Records for the exercise
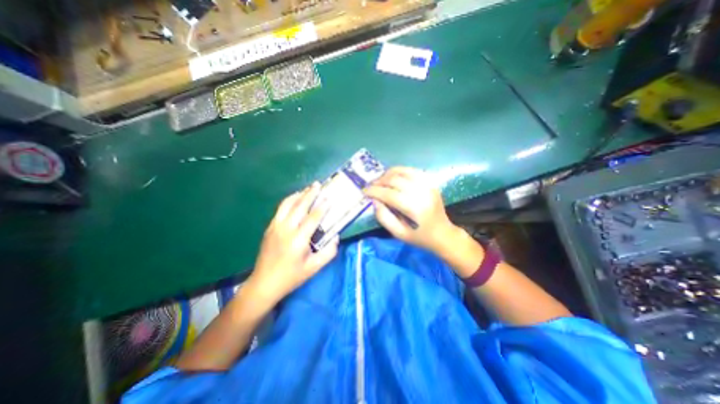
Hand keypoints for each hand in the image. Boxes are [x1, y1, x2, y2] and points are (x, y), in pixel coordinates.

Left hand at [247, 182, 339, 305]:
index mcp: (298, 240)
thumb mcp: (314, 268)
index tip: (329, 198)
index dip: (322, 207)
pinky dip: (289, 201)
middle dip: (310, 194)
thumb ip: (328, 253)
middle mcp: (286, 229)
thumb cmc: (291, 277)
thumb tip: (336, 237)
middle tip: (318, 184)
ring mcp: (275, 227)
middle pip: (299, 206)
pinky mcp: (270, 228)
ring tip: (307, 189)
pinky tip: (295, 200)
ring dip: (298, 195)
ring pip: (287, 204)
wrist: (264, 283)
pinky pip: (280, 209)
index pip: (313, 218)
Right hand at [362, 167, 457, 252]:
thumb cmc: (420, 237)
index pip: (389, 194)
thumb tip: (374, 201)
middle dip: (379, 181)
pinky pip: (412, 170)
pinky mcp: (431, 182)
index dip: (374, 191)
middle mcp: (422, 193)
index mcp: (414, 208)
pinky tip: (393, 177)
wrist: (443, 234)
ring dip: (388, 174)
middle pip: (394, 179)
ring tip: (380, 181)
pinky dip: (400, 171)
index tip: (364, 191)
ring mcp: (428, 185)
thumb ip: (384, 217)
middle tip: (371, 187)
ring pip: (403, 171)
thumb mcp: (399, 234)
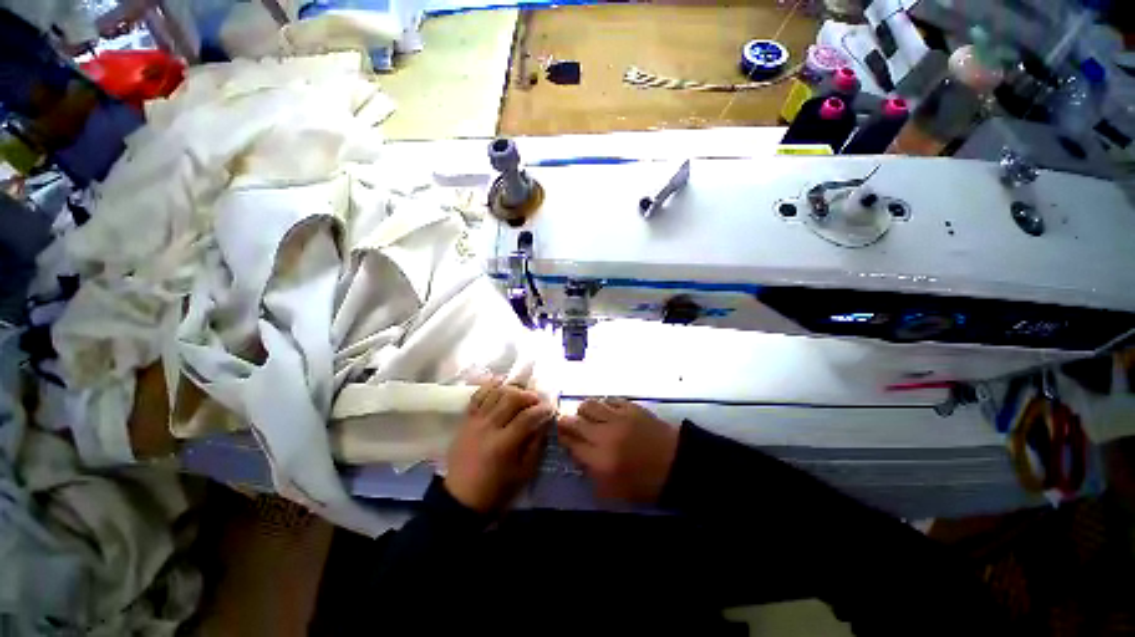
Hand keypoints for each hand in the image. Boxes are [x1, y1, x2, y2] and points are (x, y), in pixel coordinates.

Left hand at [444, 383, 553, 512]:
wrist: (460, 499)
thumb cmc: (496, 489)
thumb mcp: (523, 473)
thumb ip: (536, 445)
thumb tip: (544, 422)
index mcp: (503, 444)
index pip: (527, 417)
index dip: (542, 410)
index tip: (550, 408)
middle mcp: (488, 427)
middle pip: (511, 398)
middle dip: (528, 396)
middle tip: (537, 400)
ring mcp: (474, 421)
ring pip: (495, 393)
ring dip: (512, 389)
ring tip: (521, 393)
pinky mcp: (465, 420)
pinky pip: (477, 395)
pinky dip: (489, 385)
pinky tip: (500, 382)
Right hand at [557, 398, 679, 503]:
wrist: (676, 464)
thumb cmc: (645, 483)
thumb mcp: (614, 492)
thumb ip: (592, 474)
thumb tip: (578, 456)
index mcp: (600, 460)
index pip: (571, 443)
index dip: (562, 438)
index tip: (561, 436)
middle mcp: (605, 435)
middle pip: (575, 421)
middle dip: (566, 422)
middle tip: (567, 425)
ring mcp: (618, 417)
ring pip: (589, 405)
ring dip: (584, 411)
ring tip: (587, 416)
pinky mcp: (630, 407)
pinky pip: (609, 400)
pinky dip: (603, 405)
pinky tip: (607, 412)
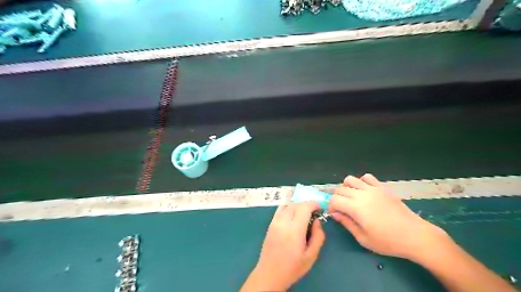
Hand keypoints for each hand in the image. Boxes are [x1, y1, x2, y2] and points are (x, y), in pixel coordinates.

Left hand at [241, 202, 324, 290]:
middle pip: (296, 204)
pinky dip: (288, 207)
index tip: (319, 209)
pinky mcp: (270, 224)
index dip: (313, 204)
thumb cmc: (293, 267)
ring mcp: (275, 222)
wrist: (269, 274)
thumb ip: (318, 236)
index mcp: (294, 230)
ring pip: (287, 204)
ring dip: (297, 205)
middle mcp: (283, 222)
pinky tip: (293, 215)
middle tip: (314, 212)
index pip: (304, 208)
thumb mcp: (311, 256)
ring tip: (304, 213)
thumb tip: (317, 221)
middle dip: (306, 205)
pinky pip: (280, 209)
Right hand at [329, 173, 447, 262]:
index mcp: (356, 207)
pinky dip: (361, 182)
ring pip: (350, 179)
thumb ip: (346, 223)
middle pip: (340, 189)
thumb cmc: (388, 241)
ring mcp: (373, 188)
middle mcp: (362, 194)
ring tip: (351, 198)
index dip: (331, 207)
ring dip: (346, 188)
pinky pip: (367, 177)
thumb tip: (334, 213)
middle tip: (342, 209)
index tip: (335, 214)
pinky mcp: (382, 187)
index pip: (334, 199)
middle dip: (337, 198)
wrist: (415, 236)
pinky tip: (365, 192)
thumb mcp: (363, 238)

About this exercise
Find and copy every line in the entries above where the string "wrist" occurs.

Solution to this task
wrist: (264, 283)
wrist: (443, 234)
wrist: (460, 499)
wrist: (676, 464)
wrist: (269, 274)
wrist: (415, 236)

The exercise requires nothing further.